Preço da cesta de 35 produtos de largo consumo sobe 2,20% em março
Segundo a Abras, frete, clima e oferta mantêm risco de pressão sobre os alimentos
27 de abril de 2026
O Abrasmercado — indicador que acompanha a variação de preços da cesta de 35 produtos de largo consumo — da Associação Brasileira de Supermercados (ABRAS), registrou alta de 2,20% em março, a elevação mensal mais intensa do primeiro trimestre.
Segundo a associação, nos meses anteriores, as variações haviam sido de +0,47% em fevereiro e -0,16% em janeiro. Com o resultado, o valor médio da cesta passou de R$ 802,88 para R$ 820,54 no mês.
O primeiro trimestre de 2026 foi marcado por fatores como logística, clima e câmbio, além das condições de oferta ao longo das cadeias produtivas. Indicadores do mercado agrícola sugeriram cenário mais equilibrado no agregado, embora com comportamentos distintos entre produtos. No feijão, a oferta mais restrita elevou a volatilidade.
Entre as proteínas, a carne bovina manteve viés de alta sustentado pela demanda externa, enquanto ovos e leite avançaram por fatores sazonais e recomposição de preços. Para os próximos meses, o cenário ainda apresenta risco de alta em parte dos alimentos, especialmente nos itens mais sensíveis a frete, clima e oferta. “A alta do petróleo e o encarecimento do transporte elevam o custo de reposição em cadeias mais longas e intensivas em logística, com potencial de repasse para alimentos”, analisa Marcio Milan, analisa o vice-presidente da Abras.
Entre os produtos básicos, a principal elevação veio do feijão (+15,40%), seguido pelo leite longa vida (+11,74%).

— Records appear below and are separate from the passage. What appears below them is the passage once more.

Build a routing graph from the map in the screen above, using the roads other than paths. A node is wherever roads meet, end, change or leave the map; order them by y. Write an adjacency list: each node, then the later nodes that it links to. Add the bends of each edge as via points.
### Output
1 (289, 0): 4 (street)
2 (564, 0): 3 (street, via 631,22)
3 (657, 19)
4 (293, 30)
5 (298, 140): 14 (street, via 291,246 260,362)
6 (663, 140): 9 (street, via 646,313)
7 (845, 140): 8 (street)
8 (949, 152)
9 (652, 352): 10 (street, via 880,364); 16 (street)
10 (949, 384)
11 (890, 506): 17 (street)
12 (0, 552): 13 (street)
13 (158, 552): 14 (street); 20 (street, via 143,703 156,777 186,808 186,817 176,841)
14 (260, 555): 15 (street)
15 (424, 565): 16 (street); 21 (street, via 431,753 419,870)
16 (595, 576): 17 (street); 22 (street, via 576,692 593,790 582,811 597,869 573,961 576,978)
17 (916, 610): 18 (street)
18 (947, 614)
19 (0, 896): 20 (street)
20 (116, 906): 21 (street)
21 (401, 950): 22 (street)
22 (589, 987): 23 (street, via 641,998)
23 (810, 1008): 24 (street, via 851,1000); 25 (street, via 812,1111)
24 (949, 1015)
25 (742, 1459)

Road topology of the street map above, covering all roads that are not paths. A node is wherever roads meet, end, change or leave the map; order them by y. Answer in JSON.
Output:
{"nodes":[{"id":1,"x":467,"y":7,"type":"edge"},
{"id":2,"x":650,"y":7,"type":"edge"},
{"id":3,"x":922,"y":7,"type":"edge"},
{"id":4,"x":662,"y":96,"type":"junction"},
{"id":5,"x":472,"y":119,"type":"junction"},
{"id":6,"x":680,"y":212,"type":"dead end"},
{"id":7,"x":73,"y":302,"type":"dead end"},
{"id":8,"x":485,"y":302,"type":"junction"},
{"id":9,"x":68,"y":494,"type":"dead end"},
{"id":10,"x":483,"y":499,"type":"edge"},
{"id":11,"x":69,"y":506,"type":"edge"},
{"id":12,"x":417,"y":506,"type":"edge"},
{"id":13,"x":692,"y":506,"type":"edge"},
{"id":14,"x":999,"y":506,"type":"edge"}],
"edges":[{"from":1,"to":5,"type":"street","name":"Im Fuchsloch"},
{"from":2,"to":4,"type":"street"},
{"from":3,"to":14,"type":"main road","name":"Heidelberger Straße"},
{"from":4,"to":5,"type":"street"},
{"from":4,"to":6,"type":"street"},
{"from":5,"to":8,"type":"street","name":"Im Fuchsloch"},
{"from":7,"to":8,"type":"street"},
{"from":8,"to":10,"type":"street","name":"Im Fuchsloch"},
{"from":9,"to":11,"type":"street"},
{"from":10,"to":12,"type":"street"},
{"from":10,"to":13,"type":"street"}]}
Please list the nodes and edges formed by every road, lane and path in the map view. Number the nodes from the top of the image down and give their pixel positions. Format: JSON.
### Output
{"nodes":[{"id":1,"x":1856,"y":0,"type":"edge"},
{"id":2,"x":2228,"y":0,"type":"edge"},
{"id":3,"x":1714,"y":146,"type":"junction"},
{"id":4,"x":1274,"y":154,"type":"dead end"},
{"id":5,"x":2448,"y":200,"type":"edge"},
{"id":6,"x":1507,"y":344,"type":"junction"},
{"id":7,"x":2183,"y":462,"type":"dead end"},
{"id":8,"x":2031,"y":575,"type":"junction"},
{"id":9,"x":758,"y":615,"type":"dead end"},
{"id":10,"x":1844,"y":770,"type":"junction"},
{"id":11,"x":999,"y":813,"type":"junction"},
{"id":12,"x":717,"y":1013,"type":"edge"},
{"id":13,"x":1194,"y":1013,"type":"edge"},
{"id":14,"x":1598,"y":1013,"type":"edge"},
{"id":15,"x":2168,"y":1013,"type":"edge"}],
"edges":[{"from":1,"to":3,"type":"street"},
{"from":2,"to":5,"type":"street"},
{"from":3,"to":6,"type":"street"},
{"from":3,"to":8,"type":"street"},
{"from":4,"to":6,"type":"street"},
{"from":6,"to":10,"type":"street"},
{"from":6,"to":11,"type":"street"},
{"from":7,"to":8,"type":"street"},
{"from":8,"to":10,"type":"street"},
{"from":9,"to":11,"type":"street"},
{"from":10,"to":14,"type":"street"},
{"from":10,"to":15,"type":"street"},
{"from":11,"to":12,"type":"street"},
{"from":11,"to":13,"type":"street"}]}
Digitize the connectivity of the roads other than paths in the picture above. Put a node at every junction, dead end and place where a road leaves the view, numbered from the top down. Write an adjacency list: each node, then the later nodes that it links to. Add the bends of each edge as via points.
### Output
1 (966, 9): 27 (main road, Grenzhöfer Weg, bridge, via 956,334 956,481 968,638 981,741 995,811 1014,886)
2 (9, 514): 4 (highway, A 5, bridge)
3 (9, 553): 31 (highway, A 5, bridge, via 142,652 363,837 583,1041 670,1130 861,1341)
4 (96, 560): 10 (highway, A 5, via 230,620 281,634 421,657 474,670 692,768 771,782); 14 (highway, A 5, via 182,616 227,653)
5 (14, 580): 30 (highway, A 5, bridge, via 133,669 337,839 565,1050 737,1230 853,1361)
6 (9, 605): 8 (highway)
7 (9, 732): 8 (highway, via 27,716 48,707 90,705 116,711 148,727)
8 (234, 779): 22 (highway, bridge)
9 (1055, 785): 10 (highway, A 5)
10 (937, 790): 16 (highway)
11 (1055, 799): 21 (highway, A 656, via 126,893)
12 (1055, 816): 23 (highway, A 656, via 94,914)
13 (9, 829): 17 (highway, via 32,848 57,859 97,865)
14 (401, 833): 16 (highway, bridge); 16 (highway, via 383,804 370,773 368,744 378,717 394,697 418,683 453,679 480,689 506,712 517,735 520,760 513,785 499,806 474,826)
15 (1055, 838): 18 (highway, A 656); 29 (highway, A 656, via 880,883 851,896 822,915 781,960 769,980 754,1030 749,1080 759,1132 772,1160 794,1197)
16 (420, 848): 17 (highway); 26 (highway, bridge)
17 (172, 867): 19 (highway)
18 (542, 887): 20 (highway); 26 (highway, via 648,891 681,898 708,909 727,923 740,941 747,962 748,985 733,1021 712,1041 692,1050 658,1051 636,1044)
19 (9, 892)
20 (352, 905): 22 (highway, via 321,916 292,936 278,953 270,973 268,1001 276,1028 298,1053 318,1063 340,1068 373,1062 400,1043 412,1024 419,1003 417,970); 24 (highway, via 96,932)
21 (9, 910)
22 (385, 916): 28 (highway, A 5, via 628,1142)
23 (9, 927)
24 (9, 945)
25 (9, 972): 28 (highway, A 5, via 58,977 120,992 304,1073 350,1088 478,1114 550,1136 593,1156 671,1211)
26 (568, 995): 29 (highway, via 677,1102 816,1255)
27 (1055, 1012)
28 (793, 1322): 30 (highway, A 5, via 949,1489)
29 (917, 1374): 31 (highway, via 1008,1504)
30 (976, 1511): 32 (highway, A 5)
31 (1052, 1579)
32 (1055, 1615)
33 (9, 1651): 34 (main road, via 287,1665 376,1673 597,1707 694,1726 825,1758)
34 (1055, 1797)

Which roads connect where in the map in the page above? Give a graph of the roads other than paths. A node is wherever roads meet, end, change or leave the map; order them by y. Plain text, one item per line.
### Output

No acumulado do trimestre, o feijão sobe 28,11%, enquanto o leite longa vida avança 6,80%. Também subiram a massa sêmola de espaguete (+0,91%), a margarina cremosa (+0,84%) e a farinha de mandioca (+0,69%).
Em sentido oposto, as principais quedas entre os básicos foram observadas em açúcar refinado (-2,98%), café torrado e moído (-1,28%), óleo de soja (-0,70%), arroz (-0,30%) e farinha de trigo (-0,24%). No grupo das proteínas, os preços apresentaram comportamento misto. Houve avanço nos ovos (+6,65%), na carne bovina – corte do traseiro (+3,01%) e no corte do dianteiro (+1,12%). Já frango congelado (-1,33%) e pernil (-0,85%) registraram recuo no mês.
No acumulado do trimestre, a carne bovina – corte do traseiro sobe 6,29%, refletindo a manutenção do viés de alta da proteína bovina. Entre os alimentos in natura, o avanço foi expressivo, com destaque para tomate (+20,31%), cebola (+17,25%) e batata (+12,17%). No acumulado do trimestre,as altas chegaram a 45,43%, 14,06% e 14,04%, respectivamente, evidenciando impacto relevante da sazonalidade e da dinâmica de oferta.
Nos itens de higiene pessoal, os preços avançaram em sabonete (+0,43%), xampu (+0,34%), papel higiênico (+0,30%) e creme dental (+0,13%). Já na limpeza doméstica, houve elevação no detergente líquido para louças (+0,90%), desinfetante (+0,74%) e água sanitária (+0,38%). A única queda do grupo foi registrada no sabão em pó (-0,29%).